Female (Fig. 1): Wingspan: 14 mm. Frons upper part light creamy lower part grey. Vertex is light creamy. Ocellus posterior. Antenna less than half the length of the forewing, white ringed the complete length. Labial palpus (Fig. 2) moderate triangular shaped, terminal segment rather short, black ringed. Colour of labial palpus divided, upper part grey, lower part creamy whitish widening posteriorly. Thorax and tegulae dark brown. Abdomen blackish brown except the second last segment which is greyish white interrupted in the middle by a dark brown line. Legs creamy light yellow with long spurs.
Forewing lanceolate curved, apex pointed. Termen very moderate indented and oblique. Ground colour is blackish brown with lighter ochreous parts forming an oblique median fascia. Two thirds from costa there is a bigger scale tuft, which is light grey and placed in a round indented part of the wing. Cilia dark brown with a light dividing line. Hindwing light grey, gradually darker and browner towards pointed apex; termen strongly concave. Venation darker scaled. Cilia longer than cilia at the forewing, and with the same colour as wing and with light basal line. Dorsal part unto the termen with scattered black scales. Base of wing with large cubital pecten consisting of long hairy scales curved upright.
Underside of forewings grey with light costal strigula. At base a small indented part with short whitish, raised scalesh. Underside of hindwing peculiar, divided in three light grey areas stretching from base of the wing to the termen separated with three brown lines following the venation. The same darker lines visible on the upper side.
Female genitalia (Fig. 6): Sterigma cup-shaped with strongly curved lateral lobes. Antrum broader than ductus bursa which is very long, narrow, but widening a bit one third of the length. Ductus bursa fragile and weekly sclerotized, widening again just before corpus bursa, covered by a large amount of small spines spread over bursa in an equal pattern. Bulla seminalis very large.
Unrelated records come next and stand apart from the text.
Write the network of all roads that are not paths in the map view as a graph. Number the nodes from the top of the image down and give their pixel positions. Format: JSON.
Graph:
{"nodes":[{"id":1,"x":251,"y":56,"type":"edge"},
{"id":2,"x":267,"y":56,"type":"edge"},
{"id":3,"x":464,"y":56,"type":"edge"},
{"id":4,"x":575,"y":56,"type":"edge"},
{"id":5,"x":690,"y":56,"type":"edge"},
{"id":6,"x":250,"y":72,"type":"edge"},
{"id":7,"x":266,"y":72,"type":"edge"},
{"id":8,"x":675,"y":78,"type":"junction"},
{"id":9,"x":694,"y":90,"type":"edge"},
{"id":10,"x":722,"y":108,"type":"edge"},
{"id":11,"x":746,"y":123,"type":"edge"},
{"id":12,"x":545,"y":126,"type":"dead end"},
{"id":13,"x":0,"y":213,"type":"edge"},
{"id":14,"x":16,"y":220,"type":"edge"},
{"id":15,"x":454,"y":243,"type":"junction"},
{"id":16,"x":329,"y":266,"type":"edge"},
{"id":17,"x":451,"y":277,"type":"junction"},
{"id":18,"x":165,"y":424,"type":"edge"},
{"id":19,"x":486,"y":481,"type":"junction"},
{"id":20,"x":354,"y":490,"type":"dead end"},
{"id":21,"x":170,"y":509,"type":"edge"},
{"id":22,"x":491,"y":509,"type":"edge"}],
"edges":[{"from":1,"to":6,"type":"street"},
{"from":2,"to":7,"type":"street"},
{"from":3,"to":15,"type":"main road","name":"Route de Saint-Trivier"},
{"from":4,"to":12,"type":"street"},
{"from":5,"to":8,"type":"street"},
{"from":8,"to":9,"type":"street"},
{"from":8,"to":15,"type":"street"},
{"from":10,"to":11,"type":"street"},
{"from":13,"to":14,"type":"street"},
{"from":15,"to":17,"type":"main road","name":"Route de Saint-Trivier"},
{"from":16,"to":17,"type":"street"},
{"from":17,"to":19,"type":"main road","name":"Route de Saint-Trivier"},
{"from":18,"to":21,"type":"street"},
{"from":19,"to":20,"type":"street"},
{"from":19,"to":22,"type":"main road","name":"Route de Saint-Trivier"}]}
It is to be noticed that the apophyses in the left side of the preparation is somewhat distorted. The specimen was born with this deformation.
Preparate of abdomen is shown in figure 7. The segments are characterized by the strong sclerotized framing.
Biology: Not known except the collecting date and the locality (Fig. 8). The type locality is Barranco de la Madera. This barranco is very narrow and steep. The vegetation is partly dry Pinus forest and partly Laurisilva forest, which continues to the northern part of La Palma.
Etymology: The species name palmariana refers to the finding in La Palma.
Canaria gomeriana Larsen, sp. n. (Figs 3-4)
Material examined: Holotype ♂, SPAIN: Canary Islands, La Gomera, El Cedro, 870 m, 17-20VIII-2018, K. Larsen leg., gen. prep. 3507 ♂ K. Larsen.
Description: Male (Fig. 3). Wingspan: 11 mm. Frons and vertex deep chocolate brown all over. Ocellus posterior. Antenna one third of the length of the forewing very weakly ciliate. Last two thirds of the antenna weakly whitish ringed. Labial palpus (Fig. 4) short with a short terminal segment. Colour dark brown, laterally a little lighter. Thorax, tegulae and abdomen dark brown. Legs dark brown.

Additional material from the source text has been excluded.